• **RECORDS SHOWN**
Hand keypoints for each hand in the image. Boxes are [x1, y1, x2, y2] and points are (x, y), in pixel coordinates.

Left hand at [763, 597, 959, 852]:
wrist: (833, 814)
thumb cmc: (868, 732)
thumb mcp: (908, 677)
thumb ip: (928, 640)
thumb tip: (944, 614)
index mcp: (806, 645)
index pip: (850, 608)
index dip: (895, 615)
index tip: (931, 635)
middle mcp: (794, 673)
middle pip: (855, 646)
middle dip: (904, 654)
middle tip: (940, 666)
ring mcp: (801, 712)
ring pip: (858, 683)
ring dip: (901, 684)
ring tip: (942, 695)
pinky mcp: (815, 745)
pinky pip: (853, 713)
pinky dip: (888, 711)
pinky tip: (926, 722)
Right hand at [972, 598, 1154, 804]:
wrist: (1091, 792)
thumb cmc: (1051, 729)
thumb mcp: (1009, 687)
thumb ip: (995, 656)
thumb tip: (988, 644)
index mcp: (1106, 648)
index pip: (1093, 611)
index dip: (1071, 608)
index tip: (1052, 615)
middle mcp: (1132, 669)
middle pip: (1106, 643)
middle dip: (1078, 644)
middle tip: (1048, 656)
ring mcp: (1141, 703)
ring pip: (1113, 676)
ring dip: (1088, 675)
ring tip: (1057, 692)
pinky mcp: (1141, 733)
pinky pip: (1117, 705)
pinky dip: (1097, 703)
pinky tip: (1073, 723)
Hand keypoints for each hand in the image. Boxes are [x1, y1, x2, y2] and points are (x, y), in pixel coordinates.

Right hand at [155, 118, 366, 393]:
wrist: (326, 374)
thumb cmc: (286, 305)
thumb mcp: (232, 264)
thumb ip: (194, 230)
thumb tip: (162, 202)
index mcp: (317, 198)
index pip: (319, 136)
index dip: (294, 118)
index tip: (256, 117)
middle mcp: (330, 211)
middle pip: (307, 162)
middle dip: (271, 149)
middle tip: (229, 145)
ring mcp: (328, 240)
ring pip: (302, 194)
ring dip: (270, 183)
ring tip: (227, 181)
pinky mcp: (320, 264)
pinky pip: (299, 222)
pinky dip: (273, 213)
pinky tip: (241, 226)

• **WHAT IS REQUIRED**
Every entry, written out exactly, is what the response should contain.

• **RESPONSE BELOW**
Hand keypoints for each hand in the image. Boxes are [x1, y1, x2, y2] and points are (x, y), in pixel coordinates.

Left hand at [763, 597, 959, 852]:
wrist: (833, 814)
thumb cmc: (868, 732)
thumb mcp: (908, 677)
thumb ip: (928, 640)
thumb tip: (944, 614)
index mcp: (806, 645)
index pip: (850, 608)
index dip: (895, 615)
index tip: (931, 635)
middle mcp: (794, 673)
middle pip: (855, 646)
middle dip: (904, 654)
middle tip: (940, 666)
ring mcp: (801, 712)
ring pip: (858, 683)
ring dip: (901, 684)
ring tip: (942, 695)
pinky mcp: (815, 745)
pinky pip: (853, 713)
pinky dip: (888, 711)
pinky tip: (926, 722)
Right hand at [972, 598, 1154, 804]:
wrist: (1091, 792)
thumb cmc: (1051, 729)
thumb mcp: (1009, 687)
thumb ip: (995, 656)
thumb tip: (988, 644)
index mcp: (1106, 648)
index pip: (1093, 611)
index dip: (1071, 608)
index tip: (1052, 615)
middle mcp: (1132, 669)
middle pip: (1106, 643)
middle dip: (1078, 644)
middle tip: (1048, 656)
ring mcp: (1141, 703)
ring pip: (1113, 676)
ring dip: (1088, 675)
ring tip: (1057, 692)
pinky mcp: (1141, 733)
pinky pip: (1117, 705)
pinky dip: (1097, 703)
pinky tip: (1073, 723)
Hand keypoints for each hand in the image. Boxes are [x1, y1, x2, y2] and points are (x, y), in pixel coordinates.

Right hand at [155, 118, 366, 393]:
wrist: (326, 374)
thumb cmc: (286, 305)
thumb mcp: (232, 264)
thumb ip: (194, 230)
thumb tip: (162, 202)
index mcp: (317, 198)
index pip: (319, 136)
index dip: (294, 118)
index tip: (256, 117)
middle mcp: (330, 211)
middle pip: (307, 162)
middle dip: (271, 149)
middle tip: (229, 145)
ring mcp: (328, 240)
ring pip: (302, 194)
ring dip: (270, 183)
ring tip: (227, 181)
pinky mcp: (320, 264)
pinky pip: (299, 222)
pinky dip: (273, 213)
pinky tip: (241, 226)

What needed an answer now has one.